I ran across this article at the SBC Issues blog yesterday. I’m a Calvinist, I study at Southern and I like Al Mohler, however, I received my MDiv at Southwestern and many of my spiritual mentors have not been Calvinists. I believe both Calvinists and non-Calvinists can work together within the SBC without having to divide.

However, it is articles like this one that make such an endeavor less and less probable. In this open (yet anonymous) letter to Al Mohler, Frank Page, Danny Akin, Tom Ascol, Mark Dever, David Dockery and the Committee on Calvinism, the author attempts to get to the heart of the theological controversy in the SBC regarding Calvinism. Unfortunately, instead of being an honest assessment of the issues and practical and charitable suggestions for moving forward, it simply lays the blame on a few Calvinist leaders in the SBC for “infiltrating” the entities of the SBC in a “ploy” to move the convention to a reformed theological position. I’d like to look at the article in its entirety, so we can see how not to move the discussion forward. It begins,

On August 15, 2012, Baptist Press released an article that contained the following statement:

Southern Baptist Convention Executive Committee President Frank Page has announced the members of an advisory team who will help him craft a strategic plan to bring together various groups within the convention who hold different opinions on the issue of Calvinism.

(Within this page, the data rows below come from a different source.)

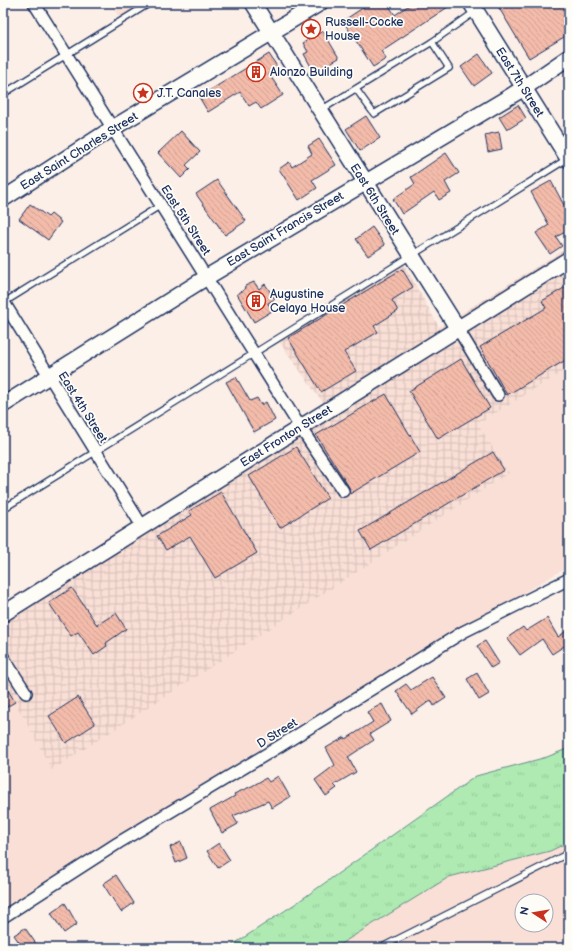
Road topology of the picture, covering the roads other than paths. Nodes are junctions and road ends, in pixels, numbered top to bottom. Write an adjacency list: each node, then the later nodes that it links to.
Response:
1 (34, 3): 8 (street, East 5th Street)
2 (150, 3): 8 (lane)
3 (253, 3): 6 (main road, East 6th Street)
4 (320, 3): 6 (main road, East Saint Charles Street)
5 (474, 7): 7 (lane); 10 (main road, East 7th Street)
6 (272, 33): 13 (main road, East 6th Street); 14 (main road, East Saint Charles Street)
7 (432, 42): 11 (lane); 11 (lane)
8 (66, 55): 12 (lane); 14 (street, East 5th Street)
9 (569, 57): 10 (main road, East Saint Francis Street)
10 (524, 88): 15 (main road, East 7th Street); 16 (main road, East Saint Francis Street)
11 (356, 89): 13 (lane)
12 (3, 94)
13 (320, 110): 16 (main road, East 6th Street)
14 (113, 128): 17 (main road, East Saint Charles Street); 18 (street, East 5th Street)
15 (569, 159): 19 (lane)
16 (364, 182): 19 (main road, East 6th Street); 21 (main road, East Saint Francis Street)
17 (3, 199)
18 (161, 205): 21 (street, East 5th Street); 22 (lane)
19 (410, 255): 23 (main road, East 6th Street); 24 (lane)
20 (569, 259): 23 (main road, East Fronton Street)
21 (207, 277): 24 (street, East 5th Street); 25 (main road, East Saint Francis Street)
22 (3, 302): 25 (street, East 4th Street)
23 (458, 329): 26 (street, East 6th Street); 28 (main road, East Fronton Street)
24 (254, 353): 28 (street, East 5th Street); 29 (lane)
25 (50, 377): 27 (main road, East Saint Francis Street); 29 (street, East 4th Street)
26 (498, 395)
27 (3, 405)
28 (300, 427): 30 (street, East 5th Street); 32 (main road, East Fronton Street)
29 (96, 452): 31 (lane); 32 (street, East 4th Street)
30 (343, 491)
31 (3, 509)
32 (142, 526): 34 (main road, East Fronton Street)
33 (569, 579): 38 (street, D Street)
34 (3, 614)
35 (3, 657): 36 (street)
36 (26, 693)
37 (569, 853): 39 (lane)
38 (3, 917)
39 (380, 948)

The 16-member group will conduct its first meeting Aug. 29-30 in Nashville, Tenn.

“My goal is to develop a strategy whereby people of various theological persuasions can purposely work together in missions and evangelism,” Page told Baptist Press. The list was announced Tuesday (Aug. 15).”

So far so good. This committee was set up for the express purpose of charitable dialogue within the SBC concerning how Calvinists and non-Calvinists can work together for the cause of the gospel. This is a worthwhile goal and a discussion that needs to be had. The article continues,

A lot has been written on the state of Calvinism in the SBC. However, while there are many issues theologically with respect to Calvinism, the growing concern now rests not with the theology itself but with the growing infiltration of Calvinist believing individuals in the entities of the SBC. While the theological differences are still an issue, of major concern is now the theological persuasion of the entities because make no mistake about it, where the entities go, the convention will follow.

Here is where the confusion sets in. Ironically, the author attempts to make the case that the issue is not theological. It most certainly is theological. The reason the article was written is because this person does not like the idea of influential Calvinist leaders in the SBC. Notice the language he uses. It is an “infiltration of Calvinists” into the entities of the SBC. The worry is that as more Calvinists “infiltrate” the SBC, the convention will move more Calvinistic in its theological persuasion. He continues,

I believe this argument itself is proof that that the theological pulse of the entities is crucial to the future of the convention. When Dr. Mohler was made president of SBTS, everyone knew that he was a 5 point Calvinist. Dr. Mohler’s theological position was not a major point of concern at that time because the point of contention was theological and not positional and the convention could and still can deal with that.

I’m not sure what the argument is here to be honest. Mohler was made president of Southern while a recognized 5-point Calvinist, yet his theology was not an issue at that time because “the point of contention was theological and not positional.” I think he is saying that because Mohler was not as influential as he is today, his Calvinism would not likely spread, so it was okay…? So, you can be a Calvinist in the SBC, just don’t have too much influence. We press on…

Things have, however, changed significantly in the past 10 years or so and all of this work that has taken place quietly behind the scenes to place key individuals in strategic places in the convention entities has been extremely successful. This transformation began in a couple of the seminaries, primarily and has been extended to NAMB, Lifeway and even to key convention committee appointees. State colleges and newspapers have followed follow this disturbing trend as well. Trustee appointments are being filled with individuals who have connections to and affinities with Dr. Mohler and his brand of theology. This I believe this is the real elephant in the room that no one has been willing to talk about, at least to this point.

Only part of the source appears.